INSTRUCTIONS TO FOLLOW
The entries below should be set down again exactly, with every picture left out.

DATASET EXTRACT
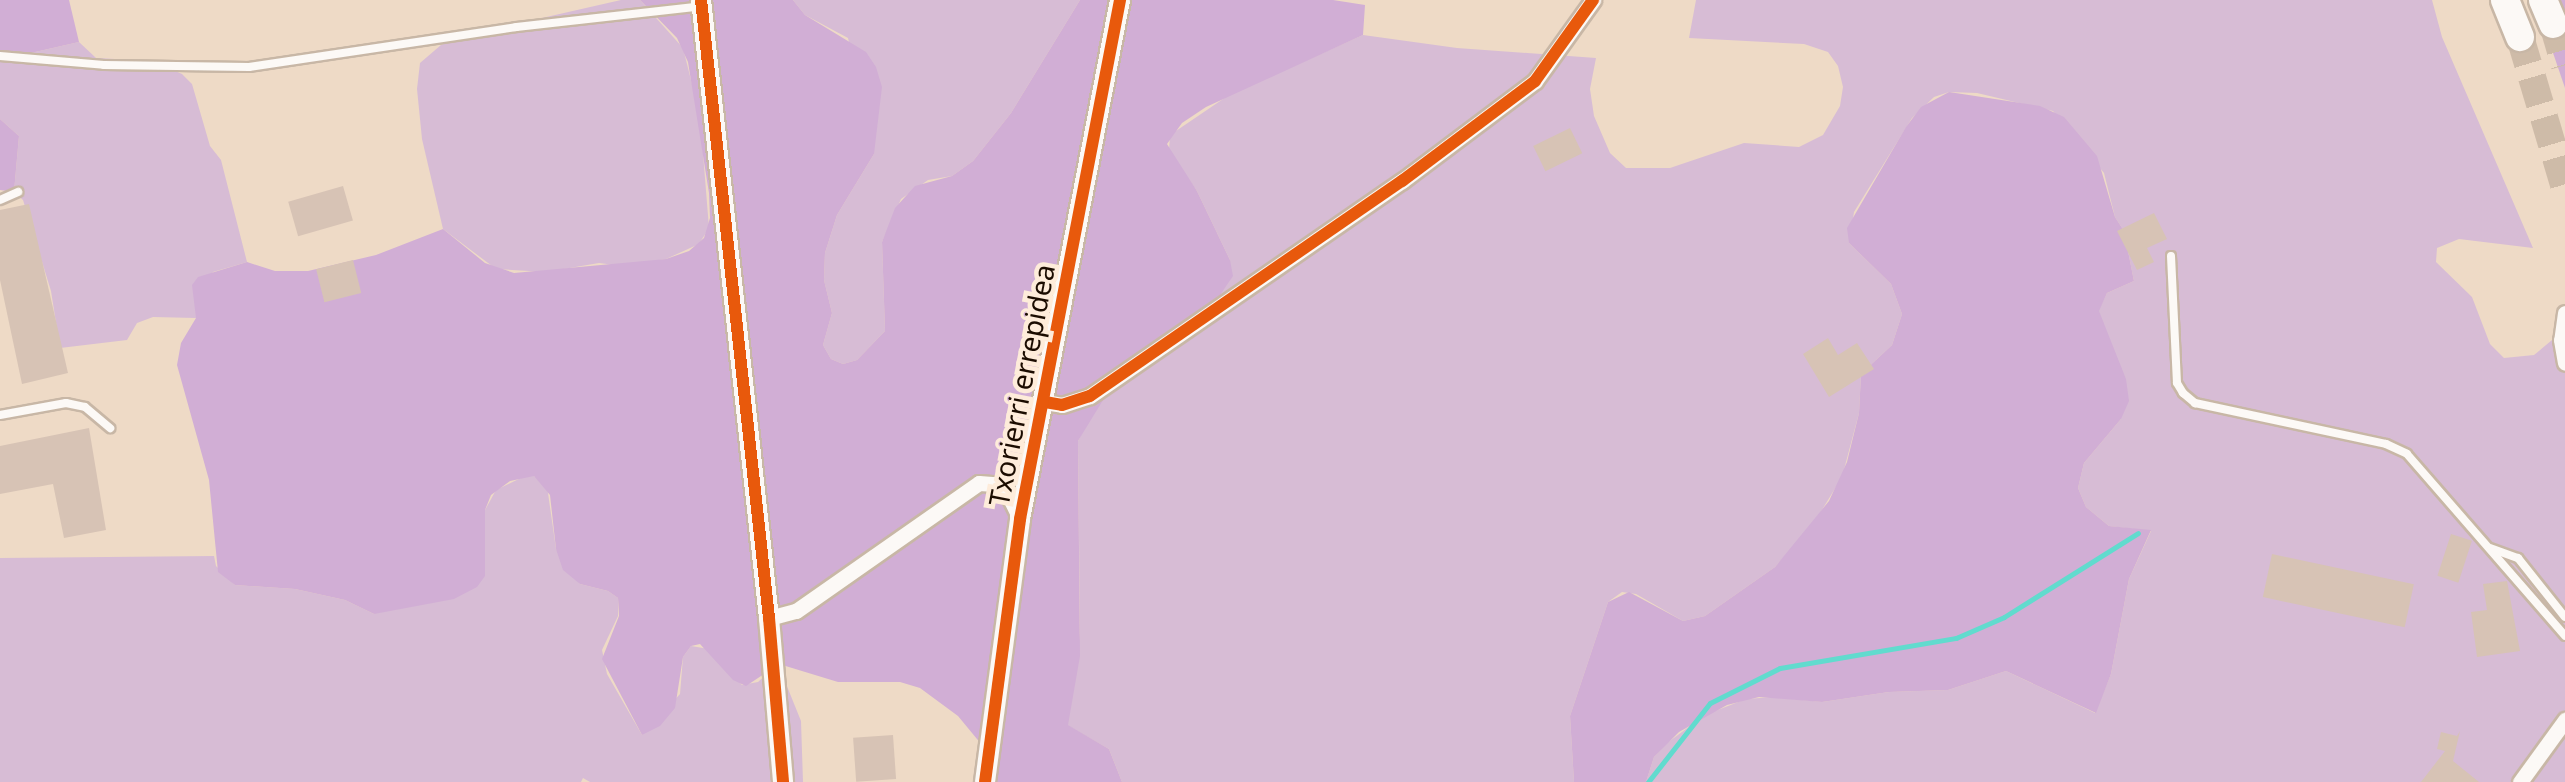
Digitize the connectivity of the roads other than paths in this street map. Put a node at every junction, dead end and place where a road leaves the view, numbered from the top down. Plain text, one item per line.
1 (1120, 0) edge
2 (1593, 0) edge
3 (2505, 0) edge
4 (701, 3) edge
5 (2520, 37) tunnel mouth
6 (0, 56) edge
7 (18, 192) dead end
8 (0, 200) edge
9 (2172, 256) dead end
10 (2565, 313) edge
11 (2565, 363) edge
12 (1045, 402) junction
13 (0, 416) edge
14 (110, 428) dead end
15 (1020, 519) junction
16 (2489, 548) junction
17 (2565, 617) edge
18 (769, 618) junction
19 (2565, 636) edge
20 (2565, 720) edge
21 (783, 782) edge
22 (985, 782) edge
23 (2520, 782) edge

1 - 12 street, Txorierri errepidea
2 - 12 street
3 - 5 highway
4 - 6 lane
4 - 18 street
7 - 8 lane
9 - 16 lane
10 - 11 street
12 - 15 street, Txorierri errepidea
13 - 14 lane
15 - 18 street
15 - 22 street, Txorierri errepidea
16 - 17 lane
16 - 19 lane
18 - 21 street
20 - 23 street

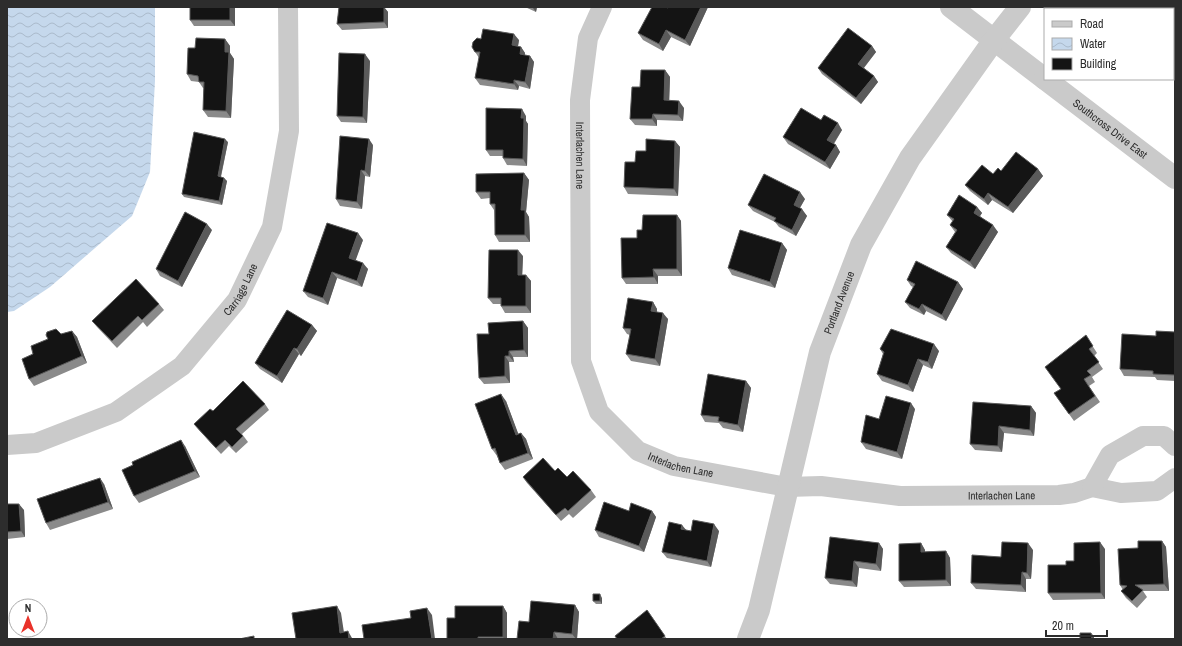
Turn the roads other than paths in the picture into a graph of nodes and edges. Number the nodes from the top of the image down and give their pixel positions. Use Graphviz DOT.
graph roads {
  1 [pos="288,7"];
  2 [pos="602,7"];
  3 [pos="951,7"];
  4 [pos="1020,7"];
  5 [pos="994,40"];
  6 [pos="1044,78"];
  7 [pos="1046,80"];
  8 [pos="1175,178"];
  9 [pos="7,445"];
  10 [pos="1175,446"];
  11 [pos="1175,478"];
  12 [pos="787,487"];
  13 [pos="1092,487"];
  14 [pos="748,639"];
  1 -- 9 [label="street, Carriage Lane"];
  2 -- 12 [label="street, Interlachen Lane"];
  3 -- 5 [label="street, Southcross Drive East"];
  4 -- 5 [label="street, Portland Avenue"];
  5 -- 6 [label="street, Southcross Drive East"];
  5 -- 12 [label="street, Portland Avenue"];
  7 -- 8 [label="street, Southcross Drive East"];
  10 -- 13 [label="street"];
  11 -- 13 [label="street, Interlachen Lane"];
  12 -- 13 [label="street, Interlachen Lane"];
  12 -- 14 [label="street, Portland Avenue"];
}
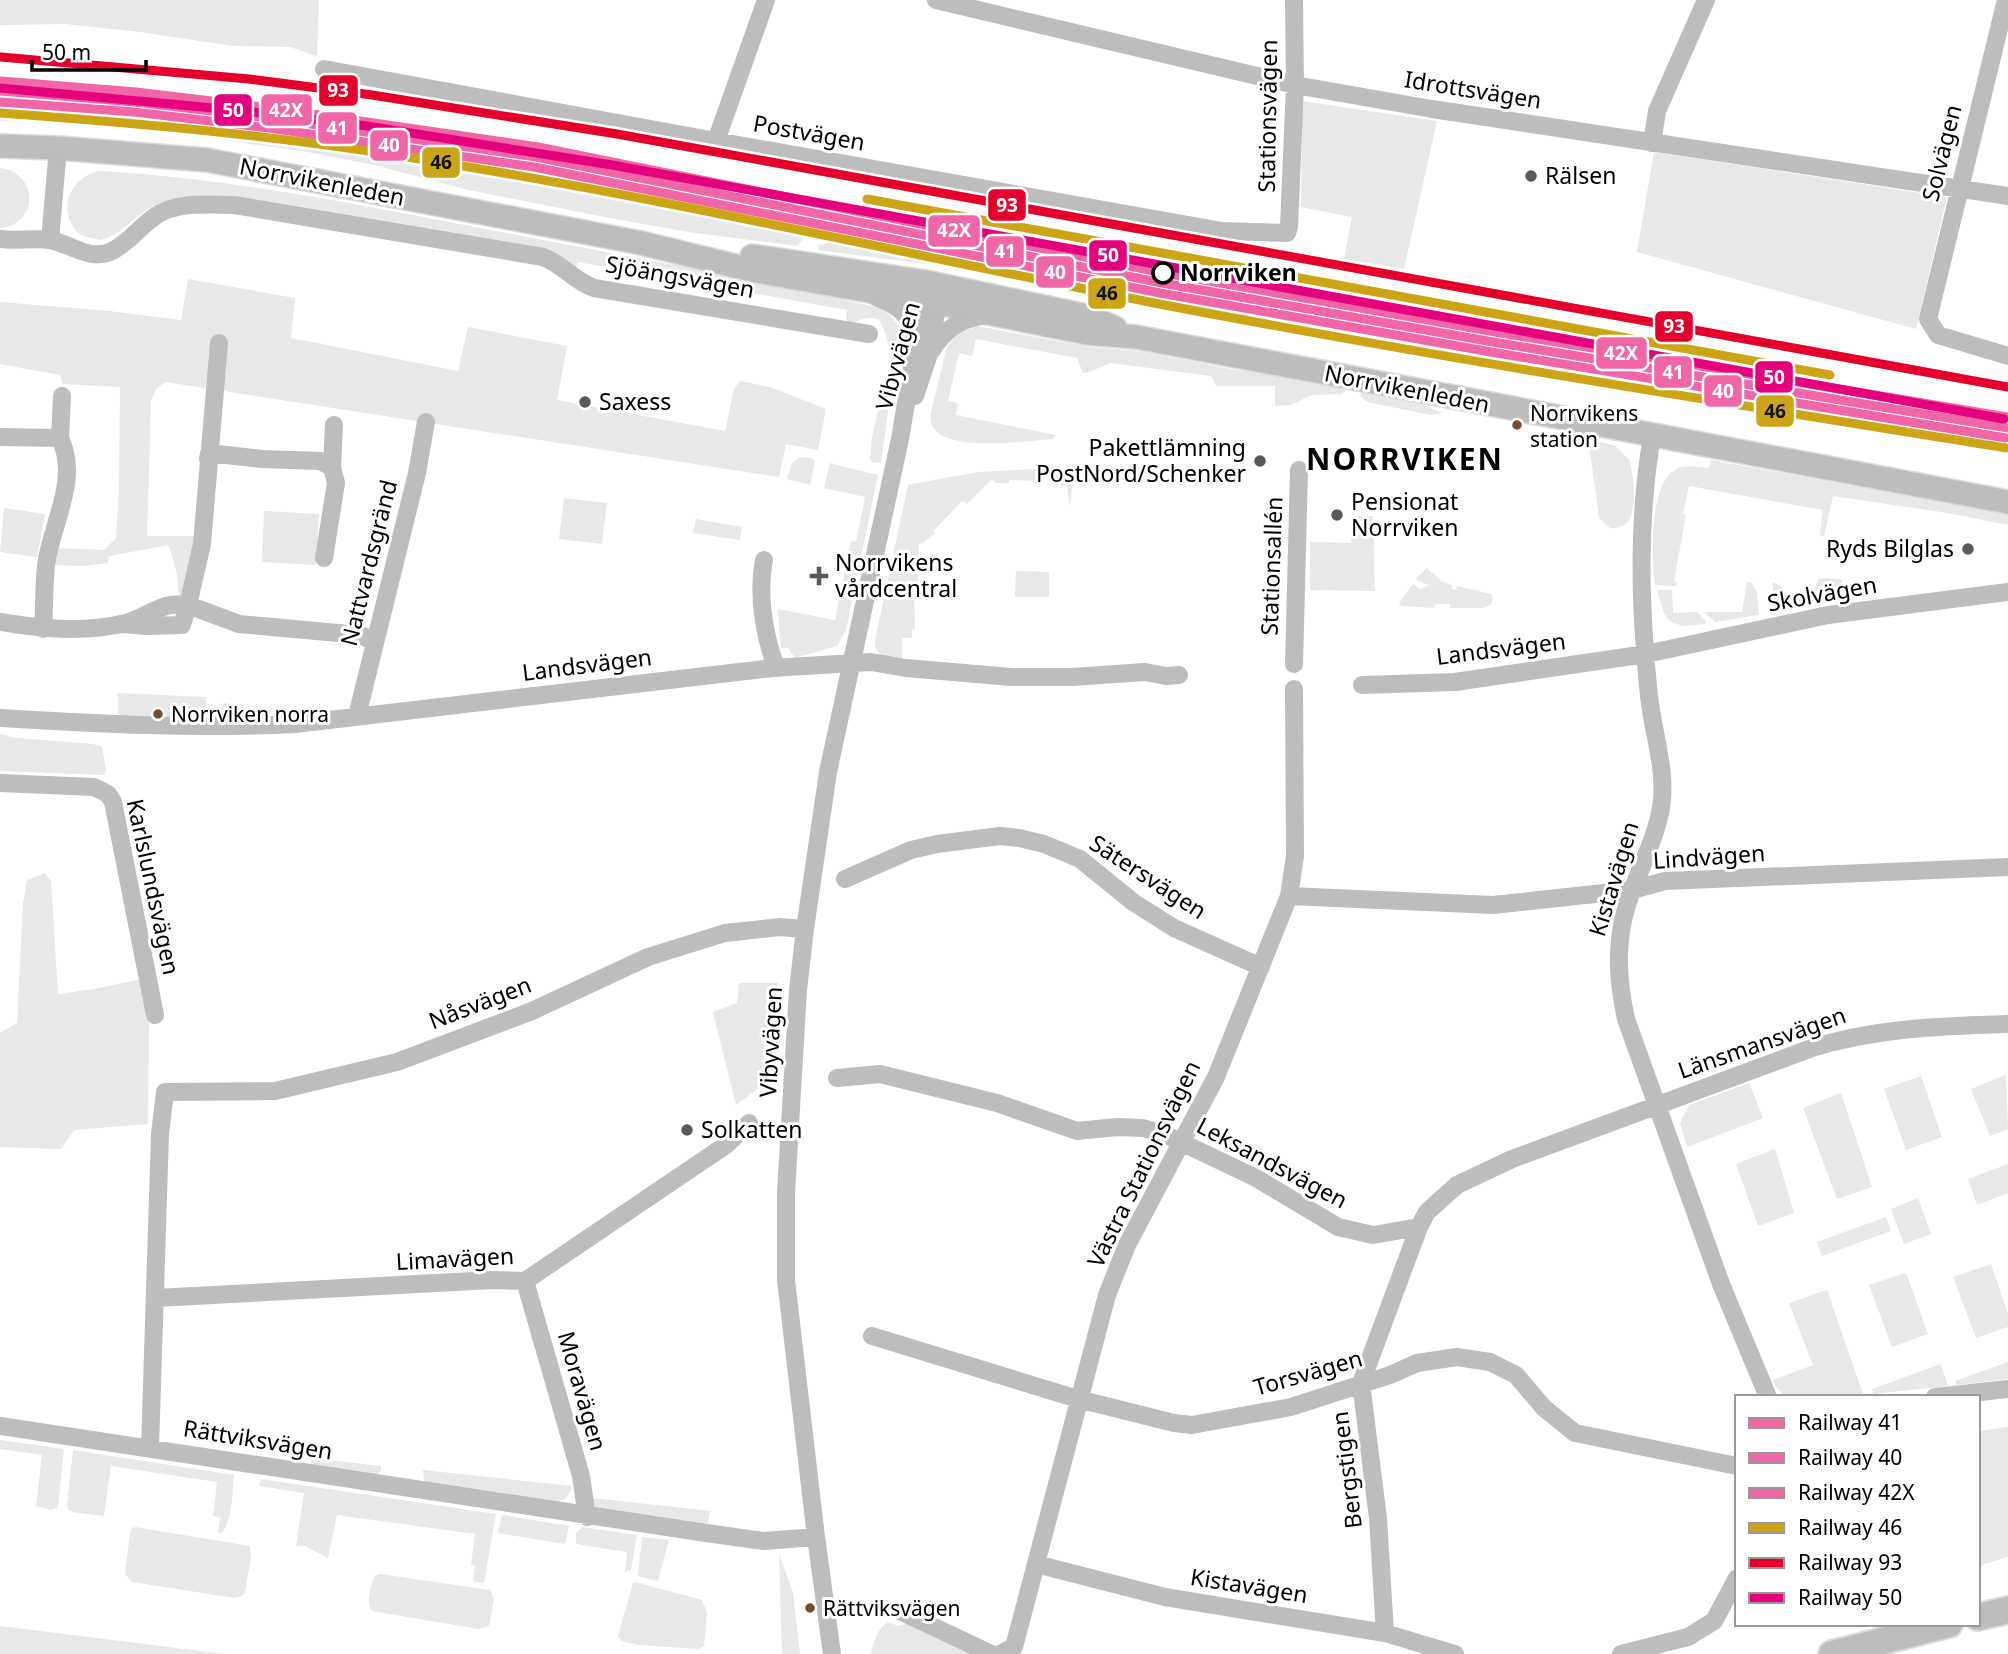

REPLY TO THE EXERCISE
Digitize the connectivity of the roads other than paths in this street map. Put a node at every junction, dead end and place where a road leaves the view, numbered from the top down. Plain text, one item per line.
1 (1120, 0) edge
2 (1593, 0) edge
3 (2505, 0) edge
4 (701, 3) edge
5 (2520, 37) tunnel mouth
6 (0, 56) edge
7 (18, 192) dead end
8 (0, 200) edge
9 (2172, 256) dead end
10 (2565, 313) edge
11 (2565, 363) edge
12 (1045, 402) junction
13 (0, 416) edge
14 (110, 428) dead end
15 (1020, 519) junction
16 (2489, 548) junction
17 (2565, 617) edge
18 (769, 618) junction
19 (2565, 636) edge
20 (2565, 720) edge
21 (783, 782) edge
22 (985, 782) edge
23 (2520, 782) edge

1 - 12 street, Txorierri errepidea
2 - 12 street
3 - 5 highway
4 - 6 lane
4 - 18 street
7 - 8 lane
9 - 16 lane
10 - 11 street
12 - 15 street, Txorierri errepidea
13 - 14 lane
15 - 18 street
15 - 22 street, Txorierri errepidea
16 - 17 lane
16 - 19 lane
18 - 21 street
20 - 23 street

Turn the roads other than paths in the picture into a graph of nodes and edges. Number the nodes from the top of the image down and give their pixel positions. Use Graphviz DOT.
graph roads {
  1 [pos="288,7"];
  2 [pos="602,7"];
  3 [pos="951,7"];
  4 [pos="1020,7"];
  5 [pos="994,40"];
  6 [pos="1044,78"];
  7 [pos="1046,80"];
  8 [pos="1175,178"];
  9 [pos="7,445"];
  10 [pos="1175,446"];
  11 [pos="1175,478"];
  12 [pos="787,487"];
  13 [pos="1092,487"];
  14 [pos="748,639"];
  1 -- 9 [label="street, Carriage Lane"];
  2 -- 12 [label="street, Interlachen Lane"];
  3 -- 5 [label="street, Southcross Drive East"];
  4 -- 5 [label="street, Portland Avenue"];
  5 -- 6 [label="street, Southcross Drive East"];
  5 -- 12 [label="street, Portland Avenue"];
  7 -- 8 [label="street, Southcross Drive East"];
  10 -- 13 [label="street"];
  11 -- 13 [label="street, Interlachen Lane"];
  12 -- 13 [label="street, Interlachen Lane"];
  12 -- 14 [label="street, Portland Avenue"];
}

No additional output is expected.